С прощальными лучами заходящего солнца город остался позади. Нечеловеческая усталость валила с ног. Казалось, прошедший день высосал из него все силы, лишил здоровья и последнего желания жить завтра. Ватные ноги откровенно протестовали, отказываясь идти дальше, но остатки здравого рассудка вынуждали думать о безопасности – как-никак, вокруг него находилась чужая земля.
Заметив в нескольких метрах кусты, он свернул с дороги и, как мог быстрее, не оглядываясь по сторонам, побежал к ним – нужно было ещё засветло найти себе удобное место для ночлега. И вдруг, когда он был почти возле самой цели, нога его угодила в яму. От неожиданности Богдан пошатнулся, потерял равновесие и со всего маху рухнул на землю, будто подкошенный…
В голове гудел колокольный звон. Монотонно, навязчиво, противно. С бешеной скоростью проносились обрывки снов, эпизоды фильмов, пылали костры на Майдане, менялись на сцене депутаты, заламывая руки, о чем-то беззвучно просила-предупреждала мама…
На смену звону пришел посторонний запах. Чужой запах… Непонятный и неприятный… Что-то среднее между немытым, потным телом и бензином или свежим нафталином.
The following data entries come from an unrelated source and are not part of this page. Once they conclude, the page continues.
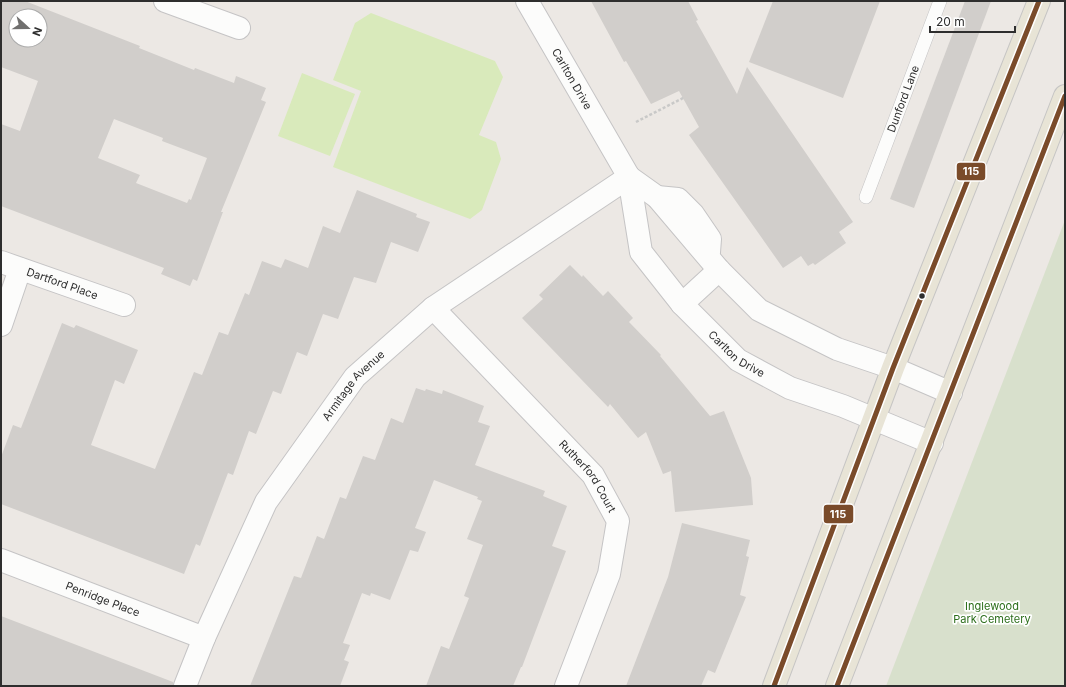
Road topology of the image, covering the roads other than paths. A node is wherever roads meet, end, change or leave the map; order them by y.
1 (166, 1) edge
2 (528, 1) edge
3 (940, 1) edge
4 (1039, 1) edge
5 (239, 28) dead end
6 (1065, 96) edge
7 (629, 177) junction
8 (866, 197) dead end
9 (714, 263) junction
10 (11, 266) edge
11 (682, 304) junction
12 (124, 305) dead end
13 (433, 308) junction
14 (1, 325) edge
15 (893, 368) junction
16 (951, 393) junction
17 (875, 419) junction
18 (932, 442) junction
19 (1, 560) edge
20 (204, 638) junction
21 (185, 686) edge
22 (566, 686) edge
23 (774, 686) edge
24 (837, 686) edge

1 - 5 street
2 - 7 street, Carlton Drive
3 - 8 lane, Dunford Lane
4 - 15 main road
6 - 16 main road
7 - 9 street, Carlton Drive
7 - 11 street, Carlton Drive
7 - 13 street, Armitage Avenue
9 - 11 street
9 - 15 street, Carlton Drive
10 - 12 street, Dartford Place
10 - 14 street
11 - 17 street, Carlton Drive
13 - 20 street, Armitage Avenue
13 - 22 street, Rutherford Court
15 - 16 street, Carlton Drive
15 - 17 main road
16 - 18 main road
17 - 18 street, Carlton Drive
17 - 23 main road
18 - 24 main road
19 - 20 street, Penridge Place
20 - 21 street, Armitage Avenue

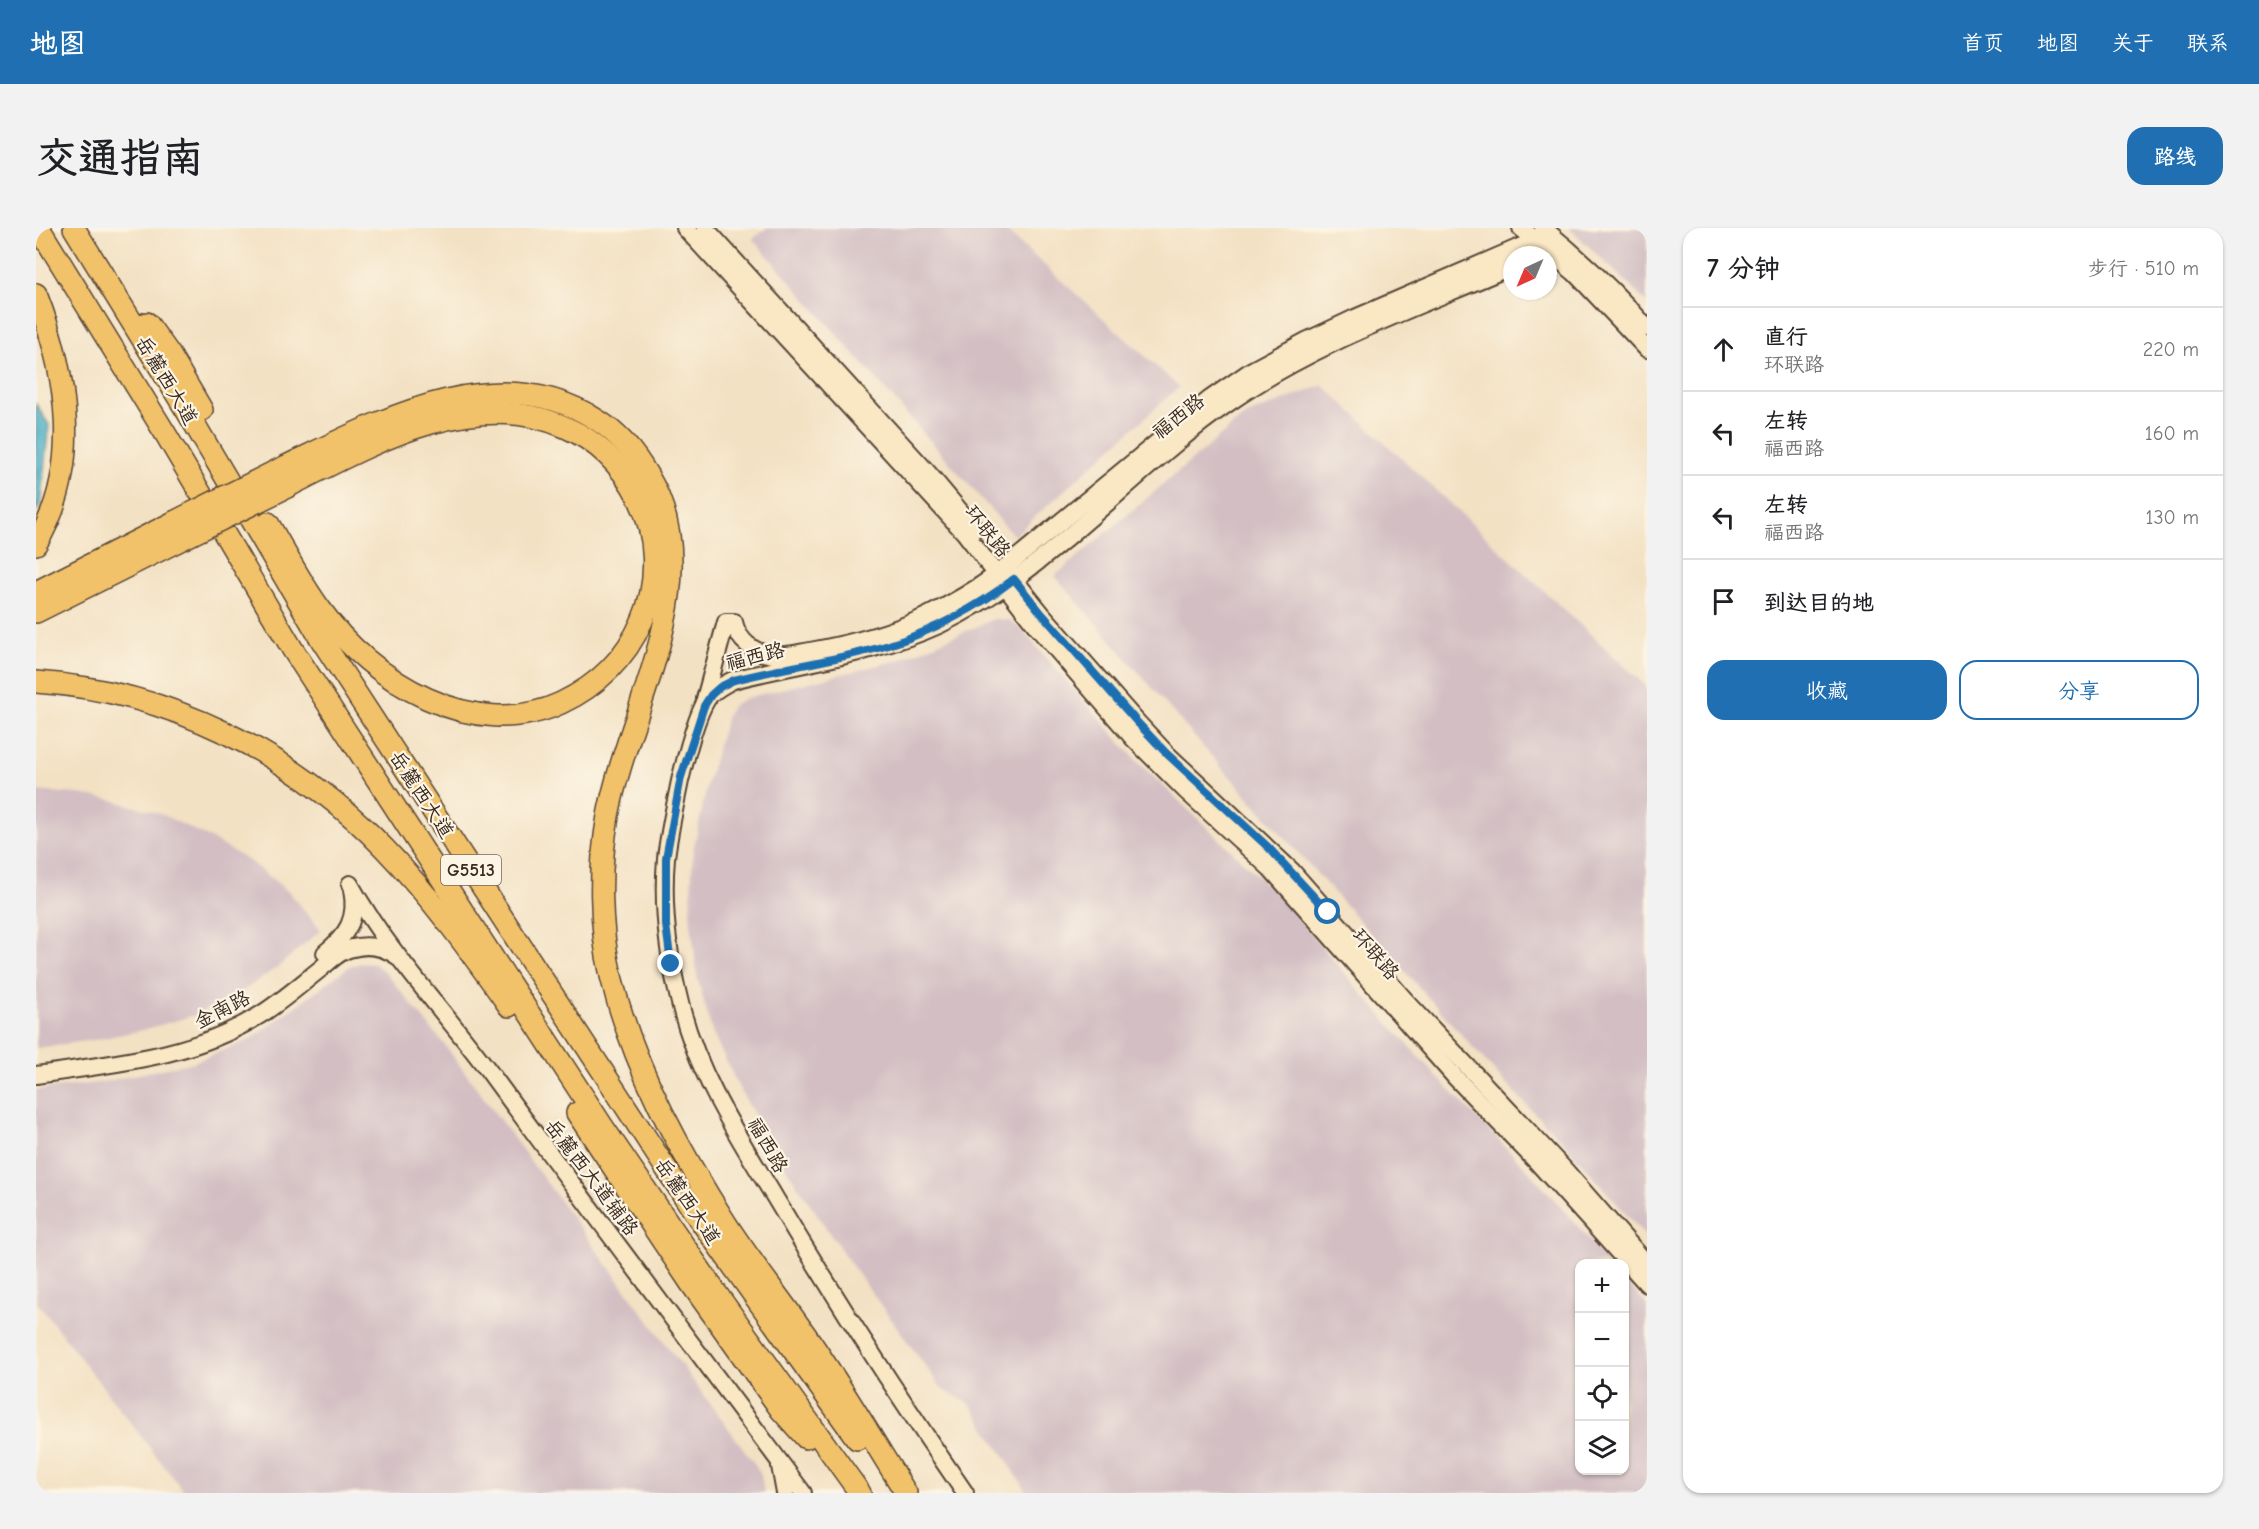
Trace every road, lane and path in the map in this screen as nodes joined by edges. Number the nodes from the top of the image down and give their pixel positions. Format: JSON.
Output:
{"nodes":[{"id":1,"x":39,"y":228,"type":"edge"},
{"id":2,"x":75,"y":228,"type":"edge"},
{"id":3,"x":685,"y":228,"type":"edge"},
{"id":4,"x":705,"y":228,"type":"edge"},
{"id":5,"x":1521,"y":228,"type":"edge"},
{"id":6,"x":1546,"y":242,"type":"edge"},
{"id":7,"x":1503,"y":270,"type":"edge"},
{"id":8,"x":36,"y":294,"type":"edge"},
{"id":9,"x":1647,"y":328,"type":"edge"},
{"id":10,"x":1647,"y":349,"type":"edge"},
{"id":11,"x":284,"y":477,"type":"junction"},
{"id":12,"x":179,"y":530,"type":"junction"},
{"id":13,"x":36,"y":544,"type":"edge"},
{"id":14,"x":1005,"y":577,"type":"junction"},
{"id":15,"x":36,"y":592,"type":"edge"},
{"id":16,"x":36,"y":612,"type":"edge"},
{"id":17,"x":36,"y":682,"type":"edge"},
{"id":18,"x":704,"y":706,"type":"junction"},
{"id":19,"x":350,"y":884,"type":"joint"},
{"id":20,"x":404,"y":963,"type":"junction"},
{"id":21,"x":36,"y":1067,"type":"edge"},
{"id":22,"x":36,"y":1075,"type":"edge"},
{"id":23,"x":1647,"y":1264,"type":"edge"},
{"id":24,"x":1647,"y":1284,"type":"edge"},
{"id":25,"x":775,"y":1455,"type":"junction"},
{"id":26,"x":785,"y":1493,"type":"edge"},
{"id":27,"x":803,"y":1493,"type":"edge"},
{"id":28,"x":858,"y":1493,"type":"edge"},
{"id":29,"x":896,"y":1493,"type":"edge"},
{"id":30,"x":906,"y":1493,"type":"edge"},
{"id":31,"x":965,"y":1493,"type":"edge"}],
"edges":[{"from":1,"to":28,"type":"highway","name":"岳麓西大道","number":"G5513"},
{"from":2,"to":11,"type":"highway"},
{"from":2,"to":29,"type":"highway","name":"岳麓西大道","number":"G5513"},
{"from":3,"to":14,"type":"main road","name":"环联路"},
{"from":4,"to":14,"type":"main road","name":"环联路"},
{"from":5,"to":6,"type":"main road"},
{"from":6,"to":9,"type":"main road"},
{"from":6,"to":10,"type":"main road"},
{"from":6,"to":14,"type":"main road"},
{"from":7,"to":14,"type":"main road","name":"福西路"},
{"from":8,"to":13,"type":"highway"},
{"from":11,"to":12,"type":"highway","bridge":true},
{"from":11,"to":30,"type":"highway"},
{"from":12,"to":15,"type":"highway"},
{"from":12,"to":16,"type":"highway"},
{"from":14,"to":18,"type":"main road","name":"福西路"},
{"from":14,"to":18,"type":"main road"},
{"from":14,"to":23,"type":"main road","name":"环联路"},
{"from":14,"to":24,"type":"main road","name":"环联路"},
{"from":17,"to":28,"type":"highway"},
{"from":18,"to":31,"type":"main road","name":"福西路"},
{"from":19,"to":20,"type":"main road","name":"岳麓西大道辅路"},
{"from":19,"to":21,"type":"main road","name":"金南路"},
{"from":20,"to":22,"type":"main road","name":"金南路"},
{"from":20,"to":25,"type":"main road","name":"岳麓西大道辅路"},
{"from":25,"to":26,"type":"main road"},
{"from":25,"to":27,"type":"main road","name":"岳麓西大道辅路"}]}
Потом он почувствовал на себе чужой взгляд. Стараясь не шевелиться, чуть-чуть приоткрыл один глаз и сразу же уперся в не мигающие стеклянные глаза напротив.
Мертвенно-бледное лицо находилось в нескольких сантиметрах от его головы. Лёгкий ветерок, балуясь, пошевелил волосы мертвеца, прикрыв половину лица светлой прядью. Затем на нос трупа медленно, с легким жужжанием, спланировала большая зеленая муха. Звон! Вот откуда звон! Это не колокол, это – мухи!
Он подскочил, как ужаленный, но снова застыл на месте, будто под гипнозом. Теперь уже у него на голове зашевелились волосы, но не от ветра, а от брезгливости. Зрелище было не для слабонервных: нижняя часть мертвеца с оторванными конечностями, со вспоротым животом, была покрыта сотнями, нет, не сотнями, десятками сотен блестящих темно-зелёных падальниц, которые сыто гудели, почти не отрываясь от своего мерзкого занятия. Рядом с мухами на вывороченных внутренностях погибшего лениво подрагивали жирные белые личинки, отчего казалось, что кишки живые, их только надо прикрыть разорванной кожей.